As they got older and were able to communicate in something other than a cry, they would often ask if I would “put them to bed.”  In other words, tuck them in, read them a bedtime story, sing a song.    I’m pretty sure I was the only 14-year-old boy doing this.   The tucking in and reading part was easy.   They had 2 or 3 books they wanted me to read and I would read them with animated enthusiasm.  When it came to the song to sing – I balked.  For one, I didn’t like to sing – especially in “public.”  Secondly, I didn’t know any songs that were appropriate to sing to little girls.   For weeks I would merely tuck them in and read.  Every night they would ask for a song and every night I had to decline since my taste in music at the time was hardly appropriate for me, let alone 4-year-old girls.  Besides, something told me that singing “No sleep till Brooklyn” by the Beastie Boys was not what they had in mind.

Finally, it hit me.  I did know a song that fit the bedtime criteria, mainly one where I knew all the words and it wasn’t inappropriate rap.  So, the next night, I tried it out on my eager audience.  Surprisingly, it was a hit and from that night on – for as long as I tucked my sisters in – I sang this familiar song by Kenny Rogers:

  • “On a warm summer’s eve, on a train bound for nowhere
  • I met up with the Gambler, we were both too tired to sleep. 
  • So, we took turns a staring out the window in the darkness
  • till boredom overtook us, he began to speak…”

For the sake of time and blog space, I’ll let you finish the song in your head.  Granted, it is the weirdest bedtime lullaby one could sing to small children.  But for me, it worked and my audience was happy.

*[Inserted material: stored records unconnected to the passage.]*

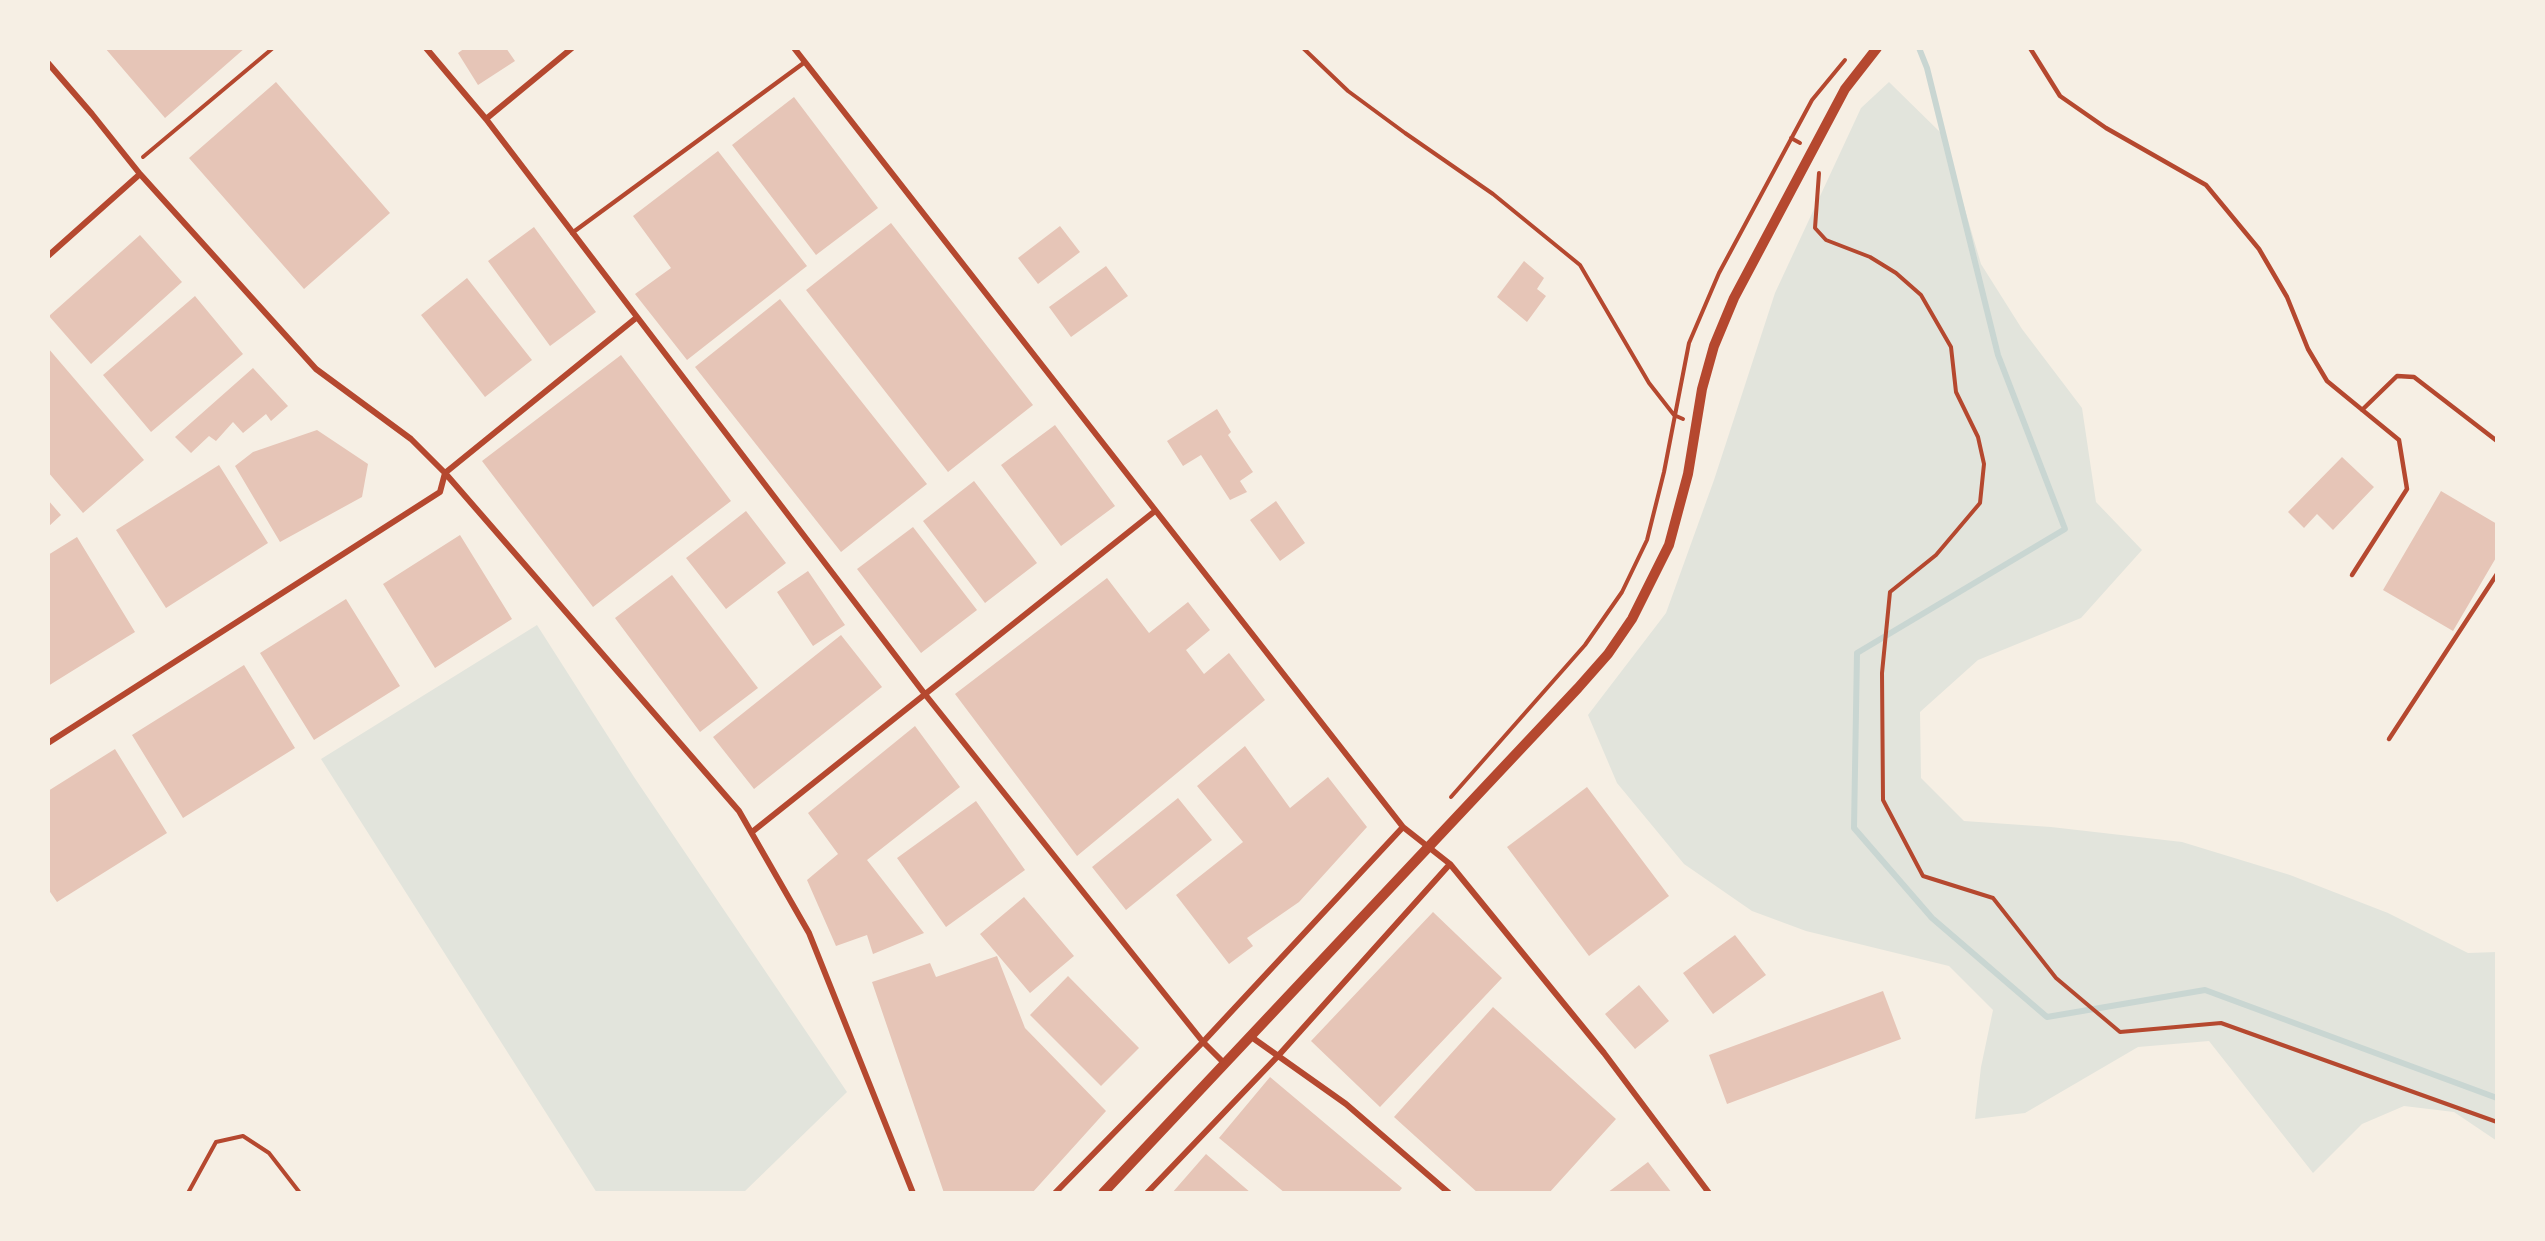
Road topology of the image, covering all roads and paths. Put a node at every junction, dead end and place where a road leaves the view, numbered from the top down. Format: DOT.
graph roads {
  1 [pos="273,48"];
  2 [pos="426,48"];
  3 [pos="572,48"];
  4 [pos="794,48"];
  5 [pos="1303,48"];
  6 [pos="1877,48"];
  7 [pos="2030,48"];
  8 [pos="1848,57"];
  9 [pos="806,62"];
  10 [pos="48,63"];
  11 [pos="486,119"];
  12 [pos="1791,138"];
  13 [pos="1811,150"];
  14 [pos="133,165"];
  15 [pos="140,174"];
  16 [pos="572,233"];
  17 [pos="48,256"];
  18 [pos="636,318"];
  19 [pos="2362,410"];
  20 [pos="1674,415"];
  21 [pos="2497,441"];
  22 [pos="445,474"];
  23 [pos="1155,511"];
  24 [pos="2497,574"];
  25 [pos="2352,575"];
  26 [pos="924,693"];
  27 [pos="2389,739"];
  28 [pos="48,743"];
  29 [pos="1446,803"];
  30 [pos="1403,827"];
  31 [pos="752,832"];
  32 [pos="1427,847"];
  33 [pos="1450,864"];
  34 [pos="1250,1036"];
  35 [pos="1203,1042"];
  36 [pos="1278,1056"];
  37 [pos="1224,1063"];
  38 [pos="2497,1122"];
  39 [pos="188,1193"];
  40 [pos="300,1193"];
  41 [pos="913,1193"];
  42 [pos="1055,1193"];
  43 [pos="1103,1193"];
  44 [pos="1148,1193"];
  45 [pos="1449,1193"];
  46 [pos="1709,1193"];
  1 -- 14 [label="path"];
  2 -- 11 [label="street"];
  3 -- 11 [label="street"];
  4 -- 9 [label="street"];
  5 -- 20 [label="path"];
  6 -- 13 [label="street"];
  7 -- 19 [label="lane"];
  8 -- 12 [label="path"];
  9 -- 16 [label="lane"];
  9 -- 23 [label="street"];
  10 -- 14 [label="street"];
  11 -- 16 [label="street"];
  12 -- 13 [label="path"];
  12 -- 20 [label="path"];
  13 -- 32 [label="street"];
  13 -- 38 [label="path"];
  14 -- 15 [label="street"];
  15 -- 17 [label="street"];
  15 -- 22 [label="street"];
  16 -- 18 [label="street"];
  18 -- 22 [label="street"];
  18 -- 26 [label="street"];
  19 -- 21 [label="lane"];
  19 -- 25 [label="lane"];
  20 -- 29 [label="path"];
  22 -- 28 [label="street"];
  22 -- 31 [label="street"];
  23 -- 26 [label="street"];
  23 -- 30 [label="street"];
  24 -- 27 [label="lane"];
  26 -- 31 [label="street"];
  26 -- 35 [label="street"];
  30 -- 32 [label="street"];
  30 -- 35 [label="street"];
  31 -- 41 [label="street"];
  32 -- 33 [label="street"];
  32 -- 34 [label="street"];
  33 -- 36 [label="street"];
  33 -- 46 [label="street"];
  34 -- 36 [label="street"];
  34 -- 37 [label="street"];
  35 -- 37 [label="street"];
  35 -- 42 [label="street"];
  36 -- 44 [label="street"];
  36 -- 45 [label="street"];
  37 -- 43 [label="street"];
  39 -- 40 [label="path"];
}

Years later, we joke about it at family gatherings.  To this day, when that song is played on the radio or mentioned, we think back to that precious time with fond memories.  If Kenny Rogers only knew…

Now that I have kids of my own who are at various stages of the bedtime routine, I’m glad Kenny Rogers isn’t a part of it.  I’d like to think I matured a bit and offer my children more than what my sisters were given.  Books were always a part of the bedtime routine.  My song selection has gone from country to Christian in genre.  And we always say our prayers.

The other night, my six-year-old asked if I would put him to bed.  That means we read  1-2 books, say our prayers and I sing him a song or two.  His song request that night was, “God will make a way”.   In light of my tumultuous life over the last three  years, it was a good reminder to me:

  • “God will make a way were there seems to be no way
  • He works in ways we cannot see – He will make a way for me.
  • He will be my guide – hold me closely to His side
  • With love and strength for each new day – He will make a way.
  • God will make a way.”

A simple song reminding us that God can do something positive out of the mistakes we often make in the course of a day.   Sorry Kenny, but it seems to be a much better way to end a child’s day than card gambling tips such as “knowing when to hold em and fold em, knowing when to walk away – knowing when to run.”

Goodnight y’all.    Enjoy your bedtime routine…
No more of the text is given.